There is a picture on the front page of our state newspaper of someone in a cellar holding out a glass of wine and, presumably, admiring the colour of it. So he should be admiring the colour of it. His winery is apparently planning on selling this little drop (or some other little drop) for a mere one thousand dollars a bottle. What is more they are planning to sell some of it to China.
My father does not drink alcohol. He does not like it. He grew up in a Presbyterian, teetotal household. He tells the story of how, one childhood Christmas, he and his brother were sent to spend an hour with the Jewish family across the road while his maternal uncles had a single glass of a particularly light beer - the only alcohol they ever consumed.
As an adult my father tasted alcohol but it was not part of the culture of the group he grew up with. Most of them also came from teetotal households. (Do not worry. They had their fun!) My father decided that the taste of alcohol was not worth the expense. He never bothered.
I am allergic to alcohol. It makes me feel itchy - as if I am being bitten by ants. That sensation is so unpleasant I avoid it. (I have other vices.)
But, if you enjoy alcohol, is paying a thousand dollars a bottle really justified? Wine is, after all, just grape juice. Yes, yes I know they have done things to it. I know that the grapes are special, that the ground they have grown in is hallowed ground, that vast expertise has gone into making sure that each specially selected grape has been crushed and fermented in just the right way. It is still grape juice - and I am an ignoramus. I am happy to remain that way.
If people want to indulge in a little alcohol and do it responsibly then that is their business. Many people get great pleasure from it and I have no right to even contemplate stopping them - not that I would want to even if I could.
What bothers me, and bothers my father is that the price of one of these one thousand dollar bottles could feed a vast number of children who need to be fed - even if you spent fifty dollars on another bottle of wine.
At what point does the cost become excessive? Some people obviously believe it is worth paying one thousand dollars a bottle. Surely there is a balance somewhere?

3 comments:

Sheeprustler said...

IT is idiotic, but the people who would prepared to spend $100 on a bottleof wine would not give 1c to staving children anyway, at a guess. (And I must claim to being a wine drinker, but more like the End of Bin bottles in Dan Murphy's!)

Martha said...

To me, it would depend on where that thousand dollars went. If it was paid to several people, each of whom worked for a good wage to create that wine, and could therefore pay their rent and feed their families while doing what they loved, it would be just fine with me. If it made someone wealthy even wealthier, and didn't flow back out to make any jobs, it wouldn't be at all fine with me, especially if the people who actually made the wine were paid very little.

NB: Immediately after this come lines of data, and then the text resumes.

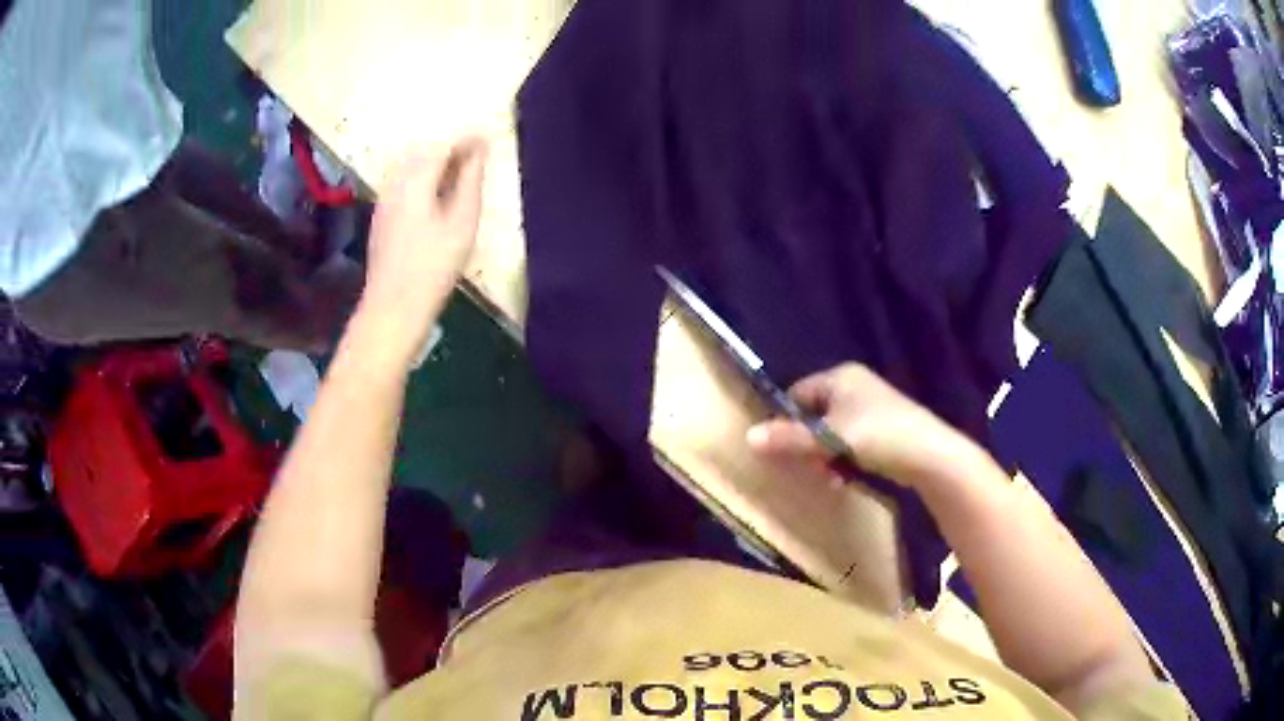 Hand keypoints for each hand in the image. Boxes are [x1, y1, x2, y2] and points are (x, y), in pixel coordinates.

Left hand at [358, 138, 488, 363]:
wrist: (393, 306)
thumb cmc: (434, 266)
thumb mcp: (462, 222)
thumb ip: (470, 181)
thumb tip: (478, 151)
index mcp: (416, 179)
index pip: (443, 145)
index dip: (467, 138)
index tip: (489, 137)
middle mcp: (395, 182)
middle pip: (423, 150)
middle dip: (450, 146)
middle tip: (477, 153)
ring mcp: (385, 199)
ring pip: (410, 165)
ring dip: (435, 161)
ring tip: (460, 172)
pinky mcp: (382, 215)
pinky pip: (403, 181)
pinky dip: (423, 177)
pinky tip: (437, 194)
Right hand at [746, 363, 981, 489]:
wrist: (928, 454)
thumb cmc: (877, 435)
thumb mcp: (829, 437)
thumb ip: (790, 438)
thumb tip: (748, 436)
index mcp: (840, 377)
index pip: (798, 392)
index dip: (787, 419)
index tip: (782, 447)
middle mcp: (855, 386)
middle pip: (815, 414)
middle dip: (808, 444)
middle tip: (808, 467)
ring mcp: (871, 407)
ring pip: (832, 432)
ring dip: (825, 456)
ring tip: (829, 477)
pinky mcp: (883, 429)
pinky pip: (850, 441)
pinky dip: (844, 459)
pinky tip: (845, 479) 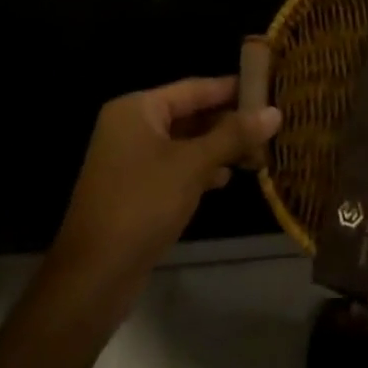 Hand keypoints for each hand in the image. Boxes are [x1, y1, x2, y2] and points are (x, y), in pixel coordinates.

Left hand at [52, 77, 280, 288]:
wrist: (92, 279)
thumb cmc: (142, 205)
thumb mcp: (193, 165)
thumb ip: (234, 136)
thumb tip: (275, 112)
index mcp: (137, 109)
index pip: (194, 88)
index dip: (232, 88)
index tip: (267, 88)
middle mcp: (131, 127)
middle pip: (189, 114)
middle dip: (228, 122)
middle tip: (269, 124)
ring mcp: (130, 160)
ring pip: (185, 143)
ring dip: (218, 147)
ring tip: (257, 152)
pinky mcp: (134, 190)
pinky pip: (175, 166)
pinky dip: (200, 169)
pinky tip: (226, 179)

Not that I get a say anyway, but those would be my opinions. Expensive luxuries that are created by people working fair-paying jobs are, IMO, a good thing. The sad thing is that few expensive luxuries qualify.

Anonymous said...

I don't have a problem with this. High earners pay more tax which goes to help the disadvantaged. They tend to be more philanthropic as well. Live and let live. If I was wealthy, I would have luxuries too, only mine would be first edition books.